*Task statement:* Go over the data and copy out each line with "wrist" in it.

Named joint coordinates
········

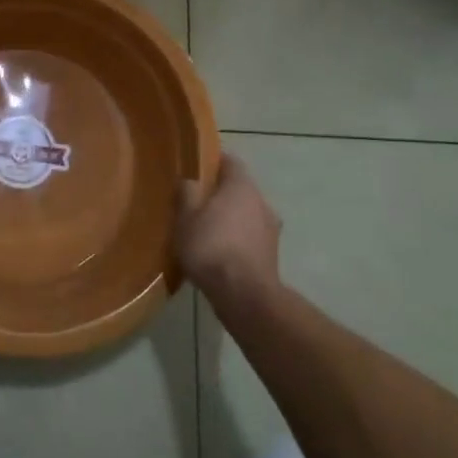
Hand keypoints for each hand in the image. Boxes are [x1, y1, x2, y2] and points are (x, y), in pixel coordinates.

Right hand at [177, 154, 281, 309]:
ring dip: (230, 218)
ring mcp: (271, 229)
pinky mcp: (272, 254)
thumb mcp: (185, 217)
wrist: (244, 296)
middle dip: (220, 193)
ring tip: (206, 230)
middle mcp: (262, 202)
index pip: (230, 162)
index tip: (197, 168)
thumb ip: (187, 193)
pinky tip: (220, 252)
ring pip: (246, 213)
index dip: (213, 162)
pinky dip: (237, 238)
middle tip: (196, 202)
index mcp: (242, 186)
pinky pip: (250, 236)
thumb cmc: (211, 247)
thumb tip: (191, 180)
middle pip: (239, 189)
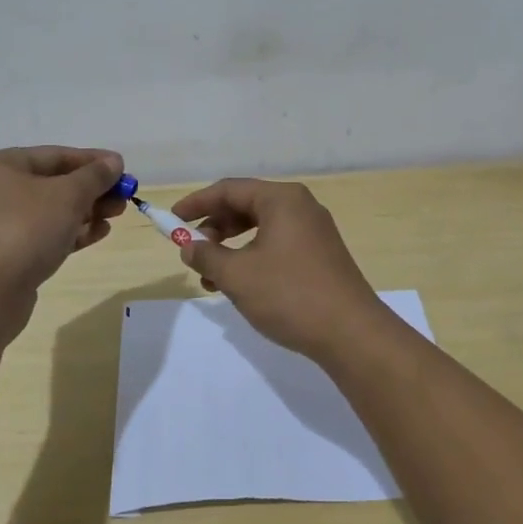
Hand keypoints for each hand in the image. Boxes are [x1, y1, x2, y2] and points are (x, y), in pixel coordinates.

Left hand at [0, 146, 126, 300]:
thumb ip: (94, 176)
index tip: (123, 168)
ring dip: (87, 211)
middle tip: (124, 196)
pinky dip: (72, 232)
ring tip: (117, 215)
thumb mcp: (68, 195)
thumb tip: (114, 162)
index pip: (55, 155)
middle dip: (93, 189)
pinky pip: (45, 235)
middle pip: (54, 183)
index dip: (93, 160)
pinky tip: (99, 233)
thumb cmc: (25, 229)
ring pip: (52, 211)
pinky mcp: (8, 254)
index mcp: (0, 166)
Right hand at [171, 179, 387, 360]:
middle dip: (214, 228)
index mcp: (282, 199)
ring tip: (210, 278)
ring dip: (231, 248)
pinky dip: (252, 258)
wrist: (351, 333)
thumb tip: (189, 247)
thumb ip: (207, 256)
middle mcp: (300, 207)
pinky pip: (277, 244)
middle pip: (246, 206)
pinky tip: (240, 285)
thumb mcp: (237, 276)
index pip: (229, 189)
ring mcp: (314, 231)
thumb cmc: (290, 295)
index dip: (196, 203)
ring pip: (261, 228)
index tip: (171, 220)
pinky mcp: (320, 255)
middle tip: (192, 253)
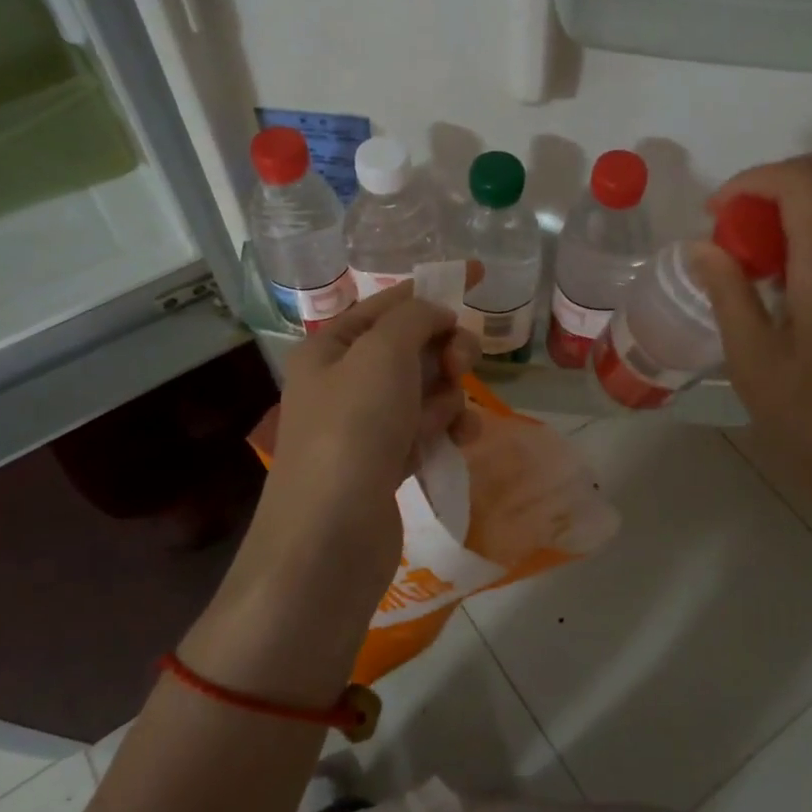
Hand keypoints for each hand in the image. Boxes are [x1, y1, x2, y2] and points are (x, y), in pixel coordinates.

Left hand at [257, 281, 479, 586]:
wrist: (329, 537)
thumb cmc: (352, 430)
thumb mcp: (382, 354)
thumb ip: (415, 319)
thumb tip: (438, 314)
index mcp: (330, 348)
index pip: (388, 303)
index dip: (434, 287)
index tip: (481, 274)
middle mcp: (343, 383)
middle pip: (411, 347)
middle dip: (444, 351)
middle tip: (462, 364)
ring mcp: (363, 426)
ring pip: (424, 390)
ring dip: (448, 396)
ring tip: (454, 417)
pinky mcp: (384, 463)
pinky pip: (425, 429)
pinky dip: (445, 428)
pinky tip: (462, 439)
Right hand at [693, 152, 811, 519]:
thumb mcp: (754, 364)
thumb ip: (728, 294)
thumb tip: (702, 247)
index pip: (799, 181)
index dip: (750, 181)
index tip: (713, 215)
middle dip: (781, 175)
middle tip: (739, 215)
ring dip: (802, 198)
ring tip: (756, 246)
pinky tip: (787, 274)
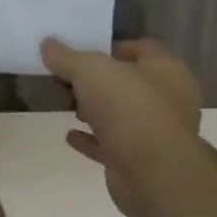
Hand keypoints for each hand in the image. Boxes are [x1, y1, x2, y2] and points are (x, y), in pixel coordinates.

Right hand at [40, 37, 204, 216]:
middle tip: (70, 78)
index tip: (84, 51)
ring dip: (97, 111)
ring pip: (122, 115)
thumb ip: (67, 56)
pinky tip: (70, 135)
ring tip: (68, 105)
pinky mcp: (141, 161)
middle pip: (131, 83)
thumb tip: (47, 44)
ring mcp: (156, 133)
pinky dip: (92, 139)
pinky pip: (112, 145)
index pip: (144, 49)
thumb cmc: (129, 107)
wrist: (152, 172)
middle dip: (101, 82)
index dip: (114, 47)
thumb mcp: (90, 70)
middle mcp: (169, 100)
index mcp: (167, 70)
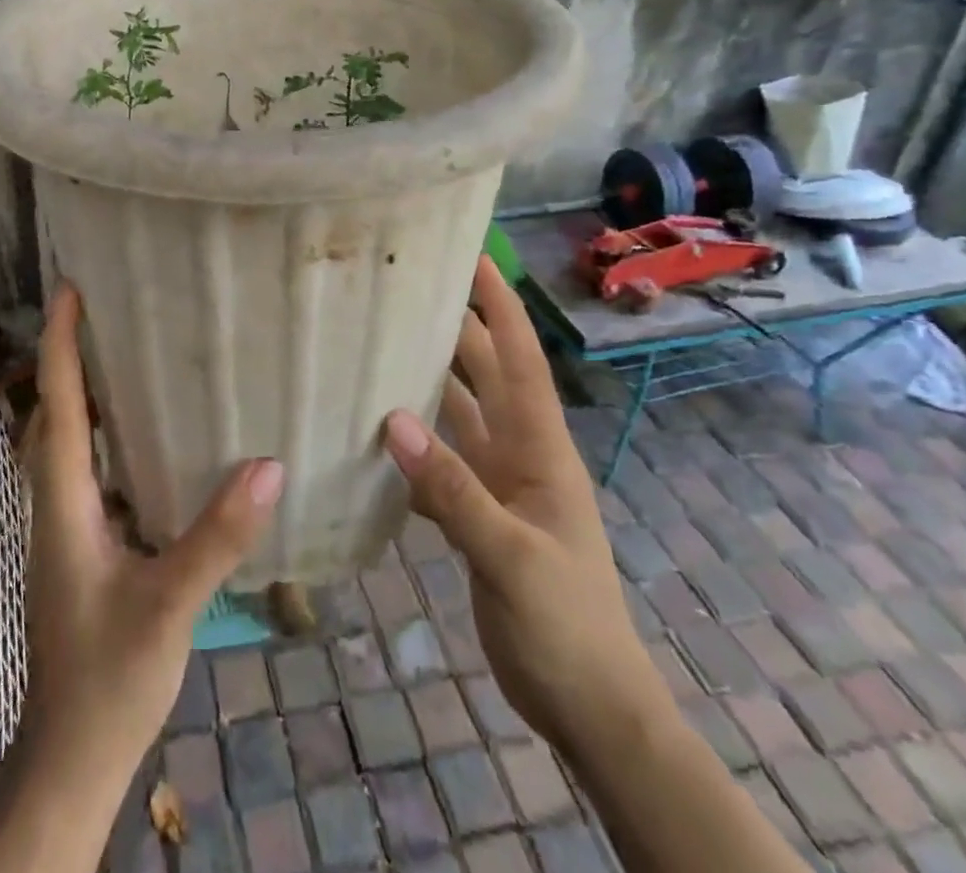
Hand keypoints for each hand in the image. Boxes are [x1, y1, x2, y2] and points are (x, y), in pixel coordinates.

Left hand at [22, 282, 284, 782]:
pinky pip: (85, 467)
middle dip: (68, 356)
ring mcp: (64, 525)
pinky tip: (142, 433)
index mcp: (63, 503)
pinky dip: (102, 432)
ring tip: (122, 352)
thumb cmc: (108, 678)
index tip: (68, 289)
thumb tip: (269, 464)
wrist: (71, 754)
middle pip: (53, 412)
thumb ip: (217, 537)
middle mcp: (55, 502)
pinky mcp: (81, 544)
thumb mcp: (169, 605)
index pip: (58, 406)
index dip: (61, 344)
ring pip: (65, 440)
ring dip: (82, 391)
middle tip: (101, 309)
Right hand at [382, 256, 666, 756]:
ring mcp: (499, 485)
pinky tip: (377, 431)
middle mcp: (520, 454)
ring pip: (459, 416)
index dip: (500, 308)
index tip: (475, 259)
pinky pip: (441, 462)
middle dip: (458, 329)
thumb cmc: (566, 624)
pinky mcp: (479, 515)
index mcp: (541, 450)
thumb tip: (392, 420)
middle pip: (485, 377)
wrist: (588, 706)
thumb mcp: (511, 556)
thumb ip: (454, 490)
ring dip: (430, 381)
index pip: (520, 361)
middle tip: (412, 289)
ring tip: (384, 344)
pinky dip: (413, 442)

········

*Written solution:*
wrist: (244, 296)
wrist: (351, 333)
wrist: (329, 537)
wrist: (152, 172)
wrist: (71, 754)
wrist: (588, 706)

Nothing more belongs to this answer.